According to Rolling Stone, Buffett intended his signature song "Margaritaville" to be, "in part, a send-up of tourists who flocked to Key West, a subject he had previously touched on 'Migration' off A1A. There was even an extra verse, left off the record, about 'Old men in tank tops/Cruisin’ the gift shops.'" His cautionary tale for women, "Fins," about sharks circling women in bars, has the line, "Boys keep her high as the months go by."A coupla Parrotheads |
Buffett, whose longtime backup singer (aka "Reeferette") Tina Gullickson is a hemp entrepreneur, tells a tale in his book about knowing he and his family would be safe climbing down a cliff in Jamaica when they heard the strains of a Bob Marley song wafting in the wind, explaining:
Robert Nesta Marley occupies a big place in the Buffett family. Sarah Delaney [his daughter] grew up listening to my Marley tapes and CD's and developed an immediate affinity for the music. I used to point at the picture of Marley on the Legend CD and ask, "Who is that?"

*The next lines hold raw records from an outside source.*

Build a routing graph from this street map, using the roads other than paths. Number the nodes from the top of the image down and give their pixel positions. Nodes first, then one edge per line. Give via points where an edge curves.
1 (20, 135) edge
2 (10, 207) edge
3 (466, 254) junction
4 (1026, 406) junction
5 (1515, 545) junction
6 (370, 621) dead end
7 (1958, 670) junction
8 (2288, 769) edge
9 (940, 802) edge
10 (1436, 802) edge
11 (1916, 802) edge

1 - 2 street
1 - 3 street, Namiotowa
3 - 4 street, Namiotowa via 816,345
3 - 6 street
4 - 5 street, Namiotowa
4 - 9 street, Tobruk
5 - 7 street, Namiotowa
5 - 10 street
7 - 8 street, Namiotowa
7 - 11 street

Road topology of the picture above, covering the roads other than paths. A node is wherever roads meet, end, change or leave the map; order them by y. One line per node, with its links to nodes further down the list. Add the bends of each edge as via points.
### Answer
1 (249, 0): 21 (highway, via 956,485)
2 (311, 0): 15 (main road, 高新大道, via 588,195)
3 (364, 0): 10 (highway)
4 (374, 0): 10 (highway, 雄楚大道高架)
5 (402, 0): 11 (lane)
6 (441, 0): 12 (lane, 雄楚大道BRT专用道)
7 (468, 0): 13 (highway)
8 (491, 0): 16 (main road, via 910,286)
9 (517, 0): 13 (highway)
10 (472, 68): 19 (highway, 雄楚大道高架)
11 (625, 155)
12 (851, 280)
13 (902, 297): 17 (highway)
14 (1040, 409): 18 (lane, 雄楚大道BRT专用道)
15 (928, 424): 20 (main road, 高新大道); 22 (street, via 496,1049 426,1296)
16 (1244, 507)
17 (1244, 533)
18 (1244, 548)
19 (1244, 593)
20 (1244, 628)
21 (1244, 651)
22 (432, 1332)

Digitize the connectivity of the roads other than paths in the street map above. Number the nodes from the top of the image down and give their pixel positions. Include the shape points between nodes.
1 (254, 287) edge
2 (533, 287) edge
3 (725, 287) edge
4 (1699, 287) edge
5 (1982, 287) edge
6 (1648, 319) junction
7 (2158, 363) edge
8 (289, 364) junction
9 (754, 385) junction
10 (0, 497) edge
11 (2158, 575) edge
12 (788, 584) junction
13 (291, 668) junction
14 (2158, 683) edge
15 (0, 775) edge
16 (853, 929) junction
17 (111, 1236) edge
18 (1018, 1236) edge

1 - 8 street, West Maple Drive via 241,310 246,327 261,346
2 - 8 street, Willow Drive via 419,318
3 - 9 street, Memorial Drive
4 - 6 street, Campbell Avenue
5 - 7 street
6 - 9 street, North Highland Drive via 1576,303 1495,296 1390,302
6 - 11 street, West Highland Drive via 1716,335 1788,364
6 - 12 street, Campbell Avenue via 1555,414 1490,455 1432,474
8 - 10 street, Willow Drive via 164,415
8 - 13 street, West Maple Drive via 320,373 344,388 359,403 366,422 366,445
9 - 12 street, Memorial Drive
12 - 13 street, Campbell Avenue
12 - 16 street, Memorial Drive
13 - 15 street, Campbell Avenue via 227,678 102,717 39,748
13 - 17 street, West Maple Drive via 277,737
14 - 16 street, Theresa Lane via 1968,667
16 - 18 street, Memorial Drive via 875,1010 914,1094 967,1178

"Bob," she would reply. It was her first word. Cameron Marley Buffett [his son] had been named after Bob, and the two of them are probably in a very low percentage of white children under the age of five who have been to the Bob Marley Museum in Kingston.
This live version of his hit song about a pot smuggler, "A Pirate Looks at 40," ends with a bit of Marley's Redemption Song, with a steel drum accompaniment:
Won't you help to sing these songs of freedom
All I ever had
Redemption Songs
Among many others, including Paul McCartney, Brian Wilson, Bob Seger, Sheryl Crow, and Jenny Lewis, President Biden tweeted in honor of Jimmy today. Biden wrote, "A poet of paradise, Jimmy Buffett was an American music icon who inspired generations to step back and find the joy in life and in one another."
RIP and thanks for the redemption songs, Jimmy.
UPDATE: Delaney Buffett penned a tribute to her Dad posted on Instagram, saying, "Yes, he loved his weed and his wine, but the truth is, most of the time, he was just high on life." She ended saying, "I will love you forever, and I will always keep the party going (responsibly, of course).”